Use of whole-gut lavage to measure intestinal immunity in healthy Sierra Leonean children.

1994 
: In view of the potential roles of intestinal immunodeficiency and hypersensitivity in the infection/diarrhea/malnutrition cycle, we need a safe and ethical method to study intestinal immunity of children in the developing world. Work in adults has shown that the fluid obtained by whole-gut lavage (WGLF), essentially a gut perfusate, can be used to assess intestinal immunity, inflammation, and gut losses of protein and blood. Gut lavage was successfully performed in 24 of 25 "normal" children aged 6-9 years, from Freetown, Sierra Leone, with parental informed consent. WGLF was treated with protease inhibitors, stored at -20 degrees C, and transferred to Edinburgh for laboratory studies. These showed that no child had occult blood loss but four had evidence of protein-losing enteropathy.

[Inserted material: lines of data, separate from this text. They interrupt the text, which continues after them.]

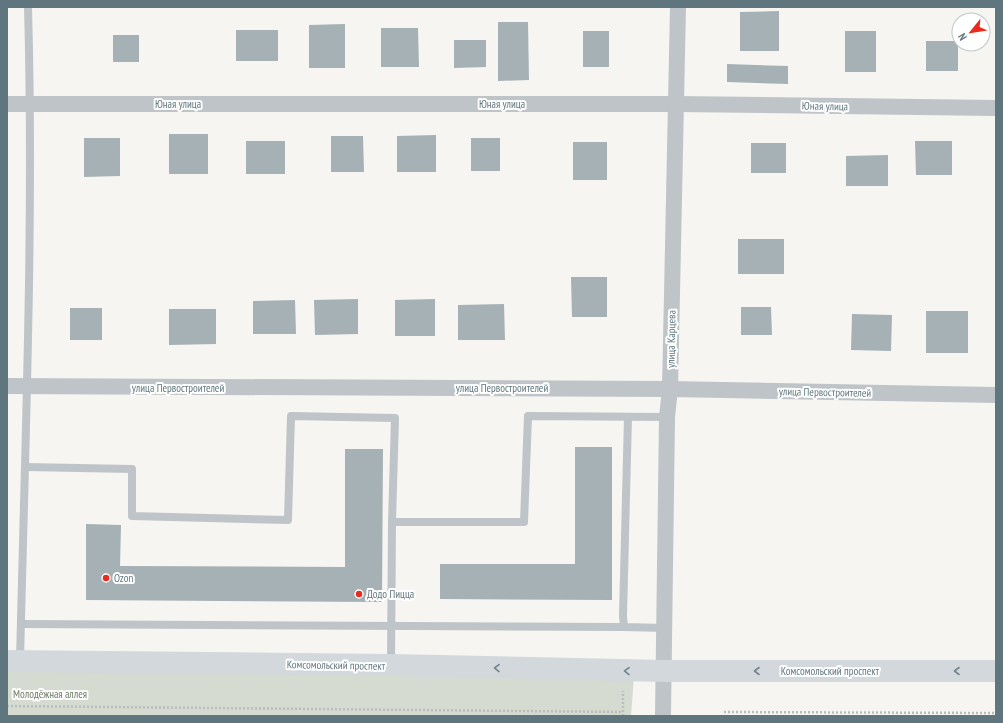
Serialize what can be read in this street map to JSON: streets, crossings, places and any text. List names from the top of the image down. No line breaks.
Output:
{"streets":{"main road":["Комсомольский проспект"],"street":["Юная улица","улица Карцева","улица Первостроителей"]},"crossings":[["Юная улица","улица Карцева"],["улица Карцева","улица Первостроителей"],["улица Карцева","Комсомольский проспект"]],"one_way":["Комсомольский проспект"],"parks":["Молодёжная аллея"],"places":["Ozon","Додо Пицца"],"north":"bottom left"}
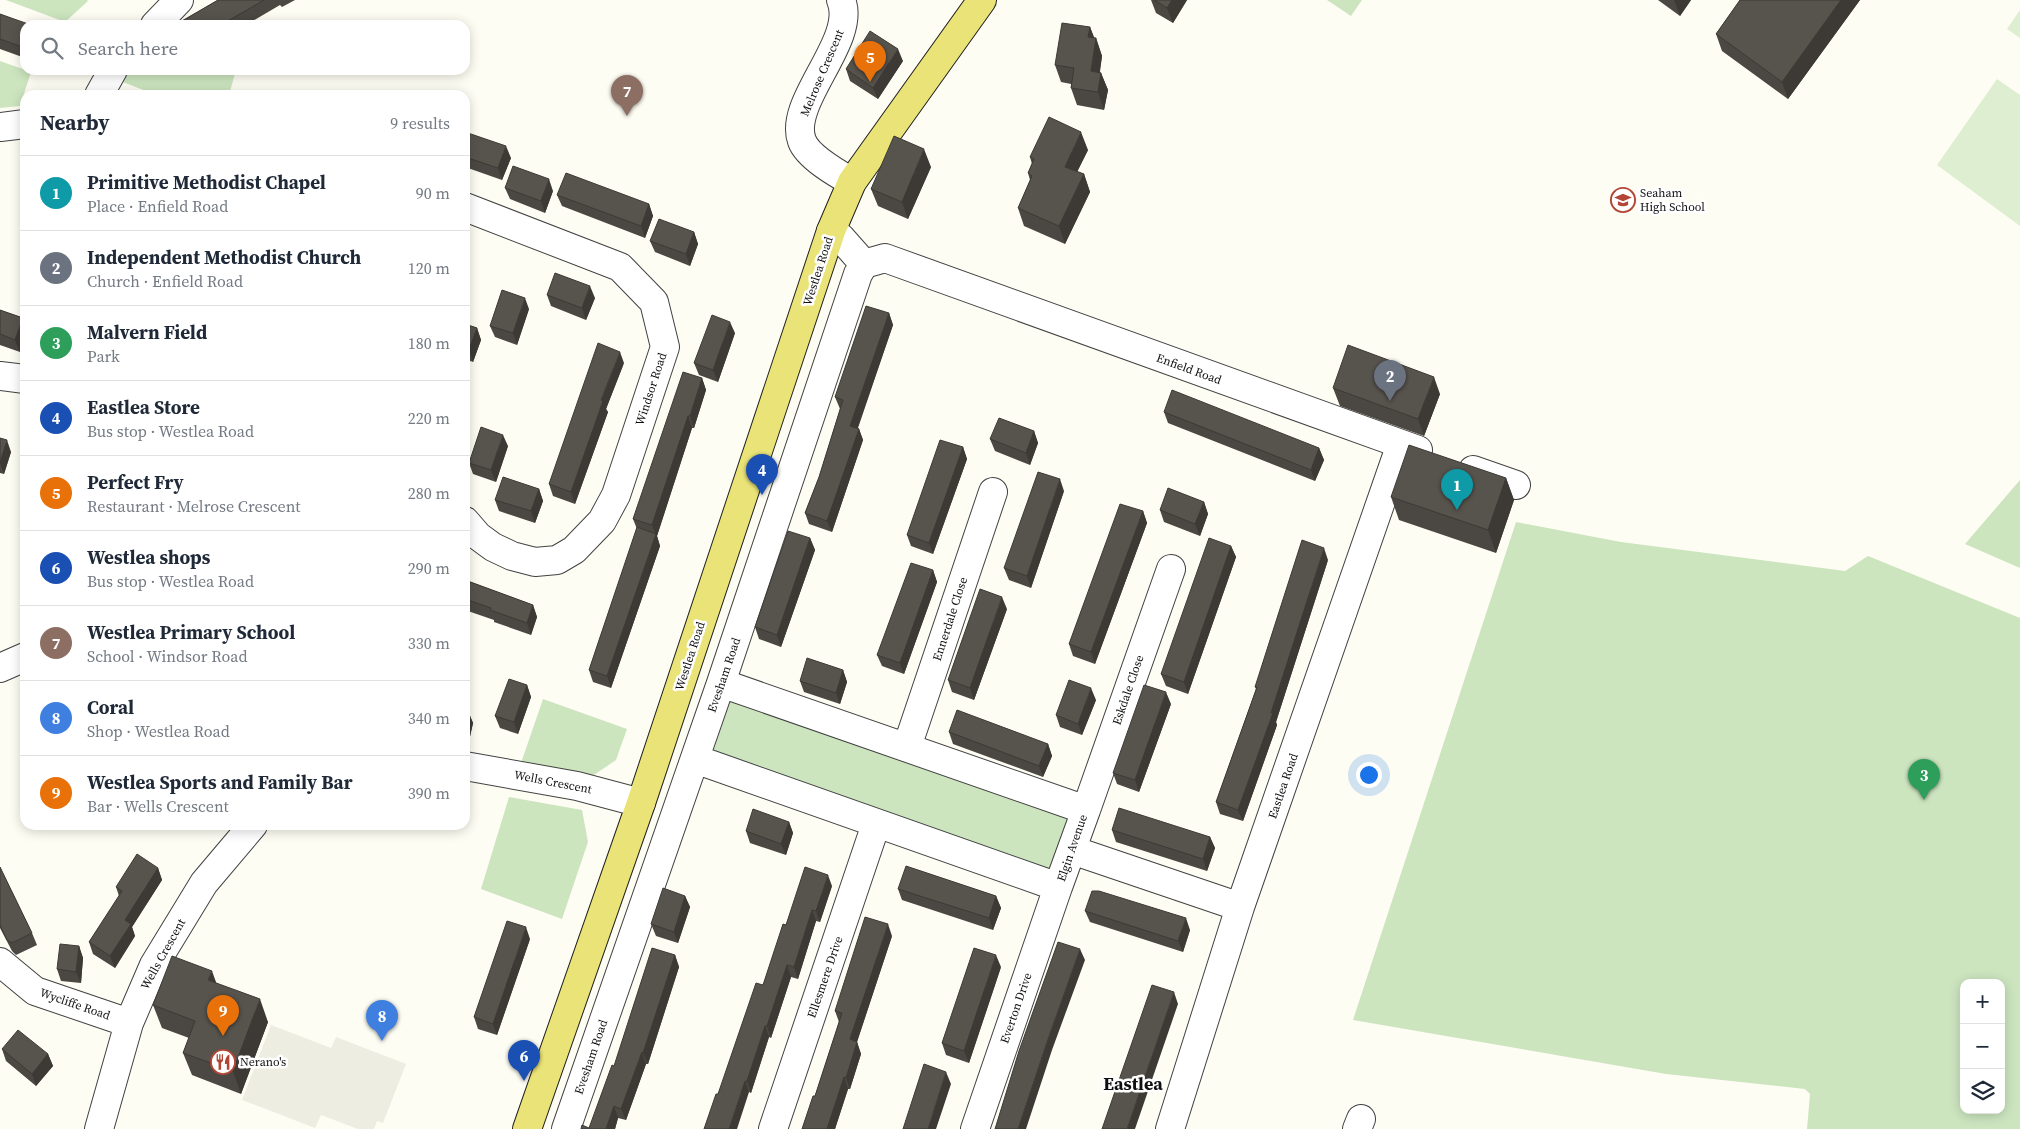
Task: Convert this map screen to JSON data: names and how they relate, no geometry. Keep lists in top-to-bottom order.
{
  "streets": {
    "main road": ["Westlea Road"],
    "street": [
      "Melrose Crescent",
      "Enfield Road",
      "Windsor Road",
      "Ennerdale Close",
      "Evesham Road",
      "Eskdale Close",
      "Wells Crescent",
      "Eastlea Road",
      "Elgin Avenue",
      "Ellesmere Drive",
      "Wycliffe Road",
      "Everton Drive"
    ]
  },
  "crossings": [
    ["Melrose Crescent", "Westlea Road"],
    ["Westlea Road", "Wells Crescent"],
    ["Enfield Road", "Evesham Road"],
    ["Enfield Road", "Eastlea Road"],
    ["Ennerdale Close", "Elgin Avenue"],
    ["Evesham Road", "Elgin Avenue"],
    ["Eskdale Close", "Elgin Avenue"],
    ["Wells Crescent", "Wycliffe Road"],
    ["Elgin Avenue", "Ellesmere Drive"],
    ["Elgin Avenue", "Everton Drive"]
  ],
  "districts": ["Eastlea"],
  "places": {
    "school or university": ["Seaham High School"],
    "restaurant": ["Nerano's"]
  },
  "page": {
    "search": "Search here",
    "pins": [
      "5",
      "7",
      "2",
      "4",
      "1",
      "3",
      "9",
      "8",
      "6"
    ],
    "heading": ["Nearby", "9 results"],
    "list": [
      {
        "mark": "1",
        "name": "Primitive Methodist Chapel",
        "note": "Place · Enfield Road",
        "value": "90 m"
      },
      {
        "mark": "2",
        "name": "Independent Methodist Church",
        "note": "Church · Enfield Road",
        "value": "120 m"
      },
      {
        "mark": "3",
        "name": "Malvern Field",
        "note": "Park",
        "value": "180 m"
      },
      {
        "mark": "4",
        "name": "Eastlea Store",
        "note": "Bus stop · Westlea Road",
        "value": "220 m"
      },
      {
        "mark": "5",
        "name": "Perfect Fry",
        "note": "Restaurant · Melrose Crescent",
        "value": "280 m"
      },
      {
        "mark": "6",
        "name": "Westlea shops",
        "note": "Bus stop · Westlea Road",
        "value": "290 m"
      },
      {
        "mark": "7",
        "name": "Westlea Primary School",
        "note": "School · Windsor Road",
        "value": "330 m"
      },
      {
        "mark": "8",
        "name": "Coral",
        "note": "Shop · Westlea Road",
        "value": "340 m"
      },
      {
        "mark": "9",
        "name": "Westlea Sports and Family Bar",
        "note": "Bar · Wells Crescent",
        "value": "390 m"
      }
    ],
    "map_buttons": ["+", "−"]
  }
}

Compared with values for Scottish adults, WGLF from the Sierra Leonean children had significantly higher concentrations of IgA and IgM and of IgA and IgM antibodies to dietary antigens and to Salmonella typhi lipopolysaccharide. In three children, very low levels of IgA and IgA antibody were present: Two of these were the only cases with detectable sIL2R in lavage fluid, indirect evidence of intestinal T cell activation; tumor necrosis factor was not detectable. Substantial information on childrens' intestinal immunity can be obtained by the method described.